MANY industrial strikes could be avoided in South Africa if mediators were properly trained and equipped to negotiate wage settlements, arbitrator and retired quantity surveyor Raymond Rens said yesterday.

Rens, who has at least 35 years’ experience in the industry, was addressing members of the Association of South African Quantity Surveyors Eastern Cape chapter in Newton Park, Port Elizabeth.

Afterwards Rens said many strikes – which cost the economy billions of rands a year – could be avoided if all parties were able to meet each other half way.

“There could be two factors that result in the strikes. It could be that mediators are not doing their jobs properly or the unions are being greedy.

“The unions could be saying ‘we could get more money’. The unions sometimes get greedy and as a mediator you have to go in and see where the problem is and analyse it.”

The economy is often at the mercy of industrial action, at times dragging on for weeks, causing production in industries such as the mining and car manufacturing sectors to come to a standstill.

Addressing about 30 quantity surveyors, Rens said: “Mediation is a game built for attorneys. If there is a dispute the mediator is there to get the parties to agree. He’s interested in what the amount should be.

“Mediation is to go to the other party without the other party knowing and say ‘don’t you think you can cut your claim down by 10% then I’ll go to the other party to up their offer by 10% and maybe we can strike a deal?’

“That is mediation.
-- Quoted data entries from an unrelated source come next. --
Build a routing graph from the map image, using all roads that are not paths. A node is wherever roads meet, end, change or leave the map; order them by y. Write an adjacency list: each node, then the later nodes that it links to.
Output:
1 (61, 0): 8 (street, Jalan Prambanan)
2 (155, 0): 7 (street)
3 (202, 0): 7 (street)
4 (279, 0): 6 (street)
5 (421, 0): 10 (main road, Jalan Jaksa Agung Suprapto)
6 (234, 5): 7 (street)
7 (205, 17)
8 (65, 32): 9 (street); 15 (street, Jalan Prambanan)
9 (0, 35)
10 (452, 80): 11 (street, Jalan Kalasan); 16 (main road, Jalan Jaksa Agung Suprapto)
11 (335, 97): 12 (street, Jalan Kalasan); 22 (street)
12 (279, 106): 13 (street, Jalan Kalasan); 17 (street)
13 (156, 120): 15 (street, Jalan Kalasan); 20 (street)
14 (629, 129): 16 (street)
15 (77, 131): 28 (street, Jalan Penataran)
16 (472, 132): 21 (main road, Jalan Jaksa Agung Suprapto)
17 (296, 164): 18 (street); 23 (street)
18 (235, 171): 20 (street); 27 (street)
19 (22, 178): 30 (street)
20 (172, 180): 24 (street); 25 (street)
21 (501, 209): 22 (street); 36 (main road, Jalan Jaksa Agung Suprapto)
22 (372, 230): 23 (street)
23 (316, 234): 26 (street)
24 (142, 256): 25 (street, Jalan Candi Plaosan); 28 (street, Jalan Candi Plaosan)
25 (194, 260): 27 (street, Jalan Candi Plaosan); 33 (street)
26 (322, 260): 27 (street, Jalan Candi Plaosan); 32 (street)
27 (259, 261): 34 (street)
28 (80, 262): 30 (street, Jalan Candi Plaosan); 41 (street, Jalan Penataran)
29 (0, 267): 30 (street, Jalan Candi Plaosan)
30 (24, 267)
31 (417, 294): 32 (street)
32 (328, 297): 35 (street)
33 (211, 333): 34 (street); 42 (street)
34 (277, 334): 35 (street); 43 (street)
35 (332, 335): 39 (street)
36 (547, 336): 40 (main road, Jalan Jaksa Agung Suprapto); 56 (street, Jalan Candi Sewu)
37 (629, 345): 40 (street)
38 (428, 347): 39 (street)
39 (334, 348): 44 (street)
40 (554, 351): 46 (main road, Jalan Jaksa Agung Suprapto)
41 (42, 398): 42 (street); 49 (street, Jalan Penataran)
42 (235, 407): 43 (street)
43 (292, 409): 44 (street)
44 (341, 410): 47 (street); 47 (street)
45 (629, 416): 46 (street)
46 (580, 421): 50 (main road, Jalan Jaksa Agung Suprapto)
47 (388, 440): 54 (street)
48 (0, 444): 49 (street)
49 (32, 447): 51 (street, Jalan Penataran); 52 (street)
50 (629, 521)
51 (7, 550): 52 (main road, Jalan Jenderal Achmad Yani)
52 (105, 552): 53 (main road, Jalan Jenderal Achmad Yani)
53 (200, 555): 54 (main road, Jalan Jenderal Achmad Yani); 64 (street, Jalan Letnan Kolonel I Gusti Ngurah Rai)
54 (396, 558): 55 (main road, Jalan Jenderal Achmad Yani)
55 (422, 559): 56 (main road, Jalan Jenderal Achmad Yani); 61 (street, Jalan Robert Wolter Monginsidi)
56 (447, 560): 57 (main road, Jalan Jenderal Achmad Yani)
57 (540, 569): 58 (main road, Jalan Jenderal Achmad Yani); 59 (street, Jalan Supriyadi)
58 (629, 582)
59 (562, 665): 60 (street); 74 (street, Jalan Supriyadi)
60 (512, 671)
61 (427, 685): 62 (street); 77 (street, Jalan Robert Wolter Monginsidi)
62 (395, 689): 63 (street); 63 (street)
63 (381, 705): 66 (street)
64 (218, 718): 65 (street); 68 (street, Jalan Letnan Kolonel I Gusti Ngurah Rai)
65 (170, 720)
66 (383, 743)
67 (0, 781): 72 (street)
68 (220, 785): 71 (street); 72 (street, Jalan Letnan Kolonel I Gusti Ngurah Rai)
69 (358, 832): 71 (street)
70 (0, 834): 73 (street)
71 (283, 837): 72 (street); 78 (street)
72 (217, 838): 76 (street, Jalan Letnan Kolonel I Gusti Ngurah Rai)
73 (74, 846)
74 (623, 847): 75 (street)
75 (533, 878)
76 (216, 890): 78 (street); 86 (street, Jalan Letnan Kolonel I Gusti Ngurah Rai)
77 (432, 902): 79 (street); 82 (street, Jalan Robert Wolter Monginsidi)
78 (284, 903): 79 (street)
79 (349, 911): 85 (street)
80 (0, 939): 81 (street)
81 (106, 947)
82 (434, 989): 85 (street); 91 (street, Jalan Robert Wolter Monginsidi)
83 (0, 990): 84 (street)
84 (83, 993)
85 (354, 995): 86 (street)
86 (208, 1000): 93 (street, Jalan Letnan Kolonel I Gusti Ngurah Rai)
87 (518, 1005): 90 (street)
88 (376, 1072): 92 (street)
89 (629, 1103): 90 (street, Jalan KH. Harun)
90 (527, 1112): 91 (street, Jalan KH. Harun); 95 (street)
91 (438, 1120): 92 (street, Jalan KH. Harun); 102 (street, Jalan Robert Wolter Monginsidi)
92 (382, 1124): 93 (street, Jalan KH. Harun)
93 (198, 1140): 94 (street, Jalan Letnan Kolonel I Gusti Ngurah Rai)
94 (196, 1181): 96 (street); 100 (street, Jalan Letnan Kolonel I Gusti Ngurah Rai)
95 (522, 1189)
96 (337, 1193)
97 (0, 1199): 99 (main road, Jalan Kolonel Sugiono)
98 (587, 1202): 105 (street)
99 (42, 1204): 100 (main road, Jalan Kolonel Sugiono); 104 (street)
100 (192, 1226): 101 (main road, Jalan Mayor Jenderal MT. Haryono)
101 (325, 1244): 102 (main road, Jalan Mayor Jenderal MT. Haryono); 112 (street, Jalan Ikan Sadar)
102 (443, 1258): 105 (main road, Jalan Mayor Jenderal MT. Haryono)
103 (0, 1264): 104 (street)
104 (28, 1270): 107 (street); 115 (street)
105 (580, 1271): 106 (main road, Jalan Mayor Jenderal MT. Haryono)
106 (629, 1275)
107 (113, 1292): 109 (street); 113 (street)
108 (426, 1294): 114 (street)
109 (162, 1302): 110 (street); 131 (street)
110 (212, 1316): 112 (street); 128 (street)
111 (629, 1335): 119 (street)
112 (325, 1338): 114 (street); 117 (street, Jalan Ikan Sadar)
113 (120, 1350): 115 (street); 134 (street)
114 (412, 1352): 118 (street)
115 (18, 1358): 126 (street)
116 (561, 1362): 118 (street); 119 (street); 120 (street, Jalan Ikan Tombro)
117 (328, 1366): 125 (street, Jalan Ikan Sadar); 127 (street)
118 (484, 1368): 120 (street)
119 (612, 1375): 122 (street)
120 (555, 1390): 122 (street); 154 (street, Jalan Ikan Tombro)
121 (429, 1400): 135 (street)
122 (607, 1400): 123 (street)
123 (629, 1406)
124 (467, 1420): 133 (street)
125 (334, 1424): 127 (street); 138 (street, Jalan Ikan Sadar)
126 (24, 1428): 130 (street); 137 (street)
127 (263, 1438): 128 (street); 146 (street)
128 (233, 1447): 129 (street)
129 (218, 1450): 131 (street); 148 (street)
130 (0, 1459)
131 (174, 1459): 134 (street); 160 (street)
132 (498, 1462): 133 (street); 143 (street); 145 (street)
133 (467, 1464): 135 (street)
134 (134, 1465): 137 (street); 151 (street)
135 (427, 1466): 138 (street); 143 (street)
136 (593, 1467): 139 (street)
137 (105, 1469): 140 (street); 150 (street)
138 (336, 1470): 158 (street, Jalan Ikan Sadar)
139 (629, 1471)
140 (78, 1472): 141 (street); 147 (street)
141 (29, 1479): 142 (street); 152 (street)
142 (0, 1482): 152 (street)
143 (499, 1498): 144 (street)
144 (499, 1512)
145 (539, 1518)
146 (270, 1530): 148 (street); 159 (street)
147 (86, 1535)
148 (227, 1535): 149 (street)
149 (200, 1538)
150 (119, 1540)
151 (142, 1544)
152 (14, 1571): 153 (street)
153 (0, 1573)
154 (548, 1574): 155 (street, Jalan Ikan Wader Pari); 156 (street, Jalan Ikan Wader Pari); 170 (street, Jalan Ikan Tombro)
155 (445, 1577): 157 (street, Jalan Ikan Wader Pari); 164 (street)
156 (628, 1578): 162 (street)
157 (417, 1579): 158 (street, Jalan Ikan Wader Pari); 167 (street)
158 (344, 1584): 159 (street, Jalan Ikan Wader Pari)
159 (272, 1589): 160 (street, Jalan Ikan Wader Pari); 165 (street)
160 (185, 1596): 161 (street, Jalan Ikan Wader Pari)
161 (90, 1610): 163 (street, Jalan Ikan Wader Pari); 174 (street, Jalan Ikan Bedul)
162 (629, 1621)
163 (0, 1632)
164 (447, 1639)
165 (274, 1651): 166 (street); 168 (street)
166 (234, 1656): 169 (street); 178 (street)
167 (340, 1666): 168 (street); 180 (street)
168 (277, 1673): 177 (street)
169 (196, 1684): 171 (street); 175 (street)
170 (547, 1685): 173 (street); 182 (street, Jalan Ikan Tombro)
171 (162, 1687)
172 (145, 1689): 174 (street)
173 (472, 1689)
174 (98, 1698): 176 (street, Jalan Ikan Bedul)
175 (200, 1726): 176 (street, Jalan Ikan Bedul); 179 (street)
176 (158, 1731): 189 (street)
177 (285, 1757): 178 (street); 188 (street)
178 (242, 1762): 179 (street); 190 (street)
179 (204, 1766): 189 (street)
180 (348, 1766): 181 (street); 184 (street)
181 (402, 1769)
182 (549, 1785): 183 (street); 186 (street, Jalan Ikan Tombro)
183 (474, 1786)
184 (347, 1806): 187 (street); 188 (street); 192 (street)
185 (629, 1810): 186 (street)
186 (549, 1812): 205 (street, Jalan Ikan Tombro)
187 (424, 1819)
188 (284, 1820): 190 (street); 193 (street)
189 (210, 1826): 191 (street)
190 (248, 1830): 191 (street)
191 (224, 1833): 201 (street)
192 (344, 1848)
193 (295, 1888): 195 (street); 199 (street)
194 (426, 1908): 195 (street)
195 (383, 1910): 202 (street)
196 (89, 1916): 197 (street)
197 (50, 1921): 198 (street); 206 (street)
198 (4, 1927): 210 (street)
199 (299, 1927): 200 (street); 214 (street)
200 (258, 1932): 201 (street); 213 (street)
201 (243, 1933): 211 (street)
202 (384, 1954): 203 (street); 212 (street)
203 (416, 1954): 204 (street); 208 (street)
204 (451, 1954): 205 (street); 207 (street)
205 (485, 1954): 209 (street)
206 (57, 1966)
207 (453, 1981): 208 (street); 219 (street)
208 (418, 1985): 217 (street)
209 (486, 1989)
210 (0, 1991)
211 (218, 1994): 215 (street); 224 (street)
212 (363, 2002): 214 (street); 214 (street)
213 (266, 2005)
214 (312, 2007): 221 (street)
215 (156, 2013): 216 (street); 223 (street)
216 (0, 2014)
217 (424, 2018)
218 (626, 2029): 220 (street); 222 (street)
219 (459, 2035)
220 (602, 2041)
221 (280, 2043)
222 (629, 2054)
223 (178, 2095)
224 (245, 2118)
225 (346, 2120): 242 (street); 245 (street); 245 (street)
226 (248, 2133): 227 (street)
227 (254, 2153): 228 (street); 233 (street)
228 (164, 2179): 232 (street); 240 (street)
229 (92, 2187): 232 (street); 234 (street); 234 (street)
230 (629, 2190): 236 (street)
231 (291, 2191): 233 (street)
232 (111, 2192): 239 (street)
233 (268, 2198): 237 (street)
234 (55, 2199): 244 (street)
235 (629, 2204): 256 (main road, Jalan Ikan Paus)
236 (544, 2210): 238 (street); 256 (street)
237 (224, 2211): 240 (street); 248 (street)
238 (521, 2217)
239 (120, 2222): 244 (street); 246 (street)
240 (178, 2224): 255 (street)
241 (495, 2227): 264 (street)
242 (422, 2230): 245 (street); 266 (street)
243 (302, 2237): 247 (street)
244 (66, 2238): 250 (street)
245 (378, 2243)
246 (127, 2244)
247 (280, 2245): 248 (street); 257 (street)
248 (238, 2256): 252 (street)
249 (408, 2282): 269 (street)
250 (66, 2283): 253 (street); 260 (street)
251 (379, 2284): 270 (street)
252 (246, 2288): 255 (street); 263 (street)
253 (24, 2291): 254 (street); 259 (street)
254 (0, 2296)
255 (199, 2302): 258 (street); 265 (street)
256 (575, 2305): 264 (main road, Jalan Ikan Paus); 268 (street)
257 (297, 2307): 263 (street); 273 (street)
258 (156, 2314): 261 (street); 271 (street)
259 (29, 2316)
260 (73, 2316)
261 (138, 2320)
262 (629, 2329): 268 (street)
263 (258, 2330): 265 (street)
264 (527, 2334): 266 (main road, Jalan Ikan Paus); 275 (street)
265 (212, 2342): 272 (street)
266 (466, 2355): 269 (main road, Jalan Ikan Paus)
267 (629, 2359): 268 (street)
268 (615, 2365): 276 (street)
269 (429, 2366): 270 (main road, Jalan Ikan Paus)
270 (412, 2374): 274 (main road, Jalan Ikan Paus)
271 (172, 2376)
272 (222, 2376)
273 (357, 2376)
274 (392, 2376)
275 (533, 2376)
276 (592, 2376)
It’s a skill of negotiation and you must always try to think like an attorney and keep the higher ground if possible,” he said.

He said if after breaking for a few weeks and there was still no agreement, the matter could be taken to arbitration or “straight to the attorneys”.

Rens also advised his colleagues on the contracts they enter into to get maximum results in business as well as how to interact with clients.

Siya Loni of Abamisheli Quantity Surveyors said it was good to interact with their counterparts although the presentation was “more like a refresher course”.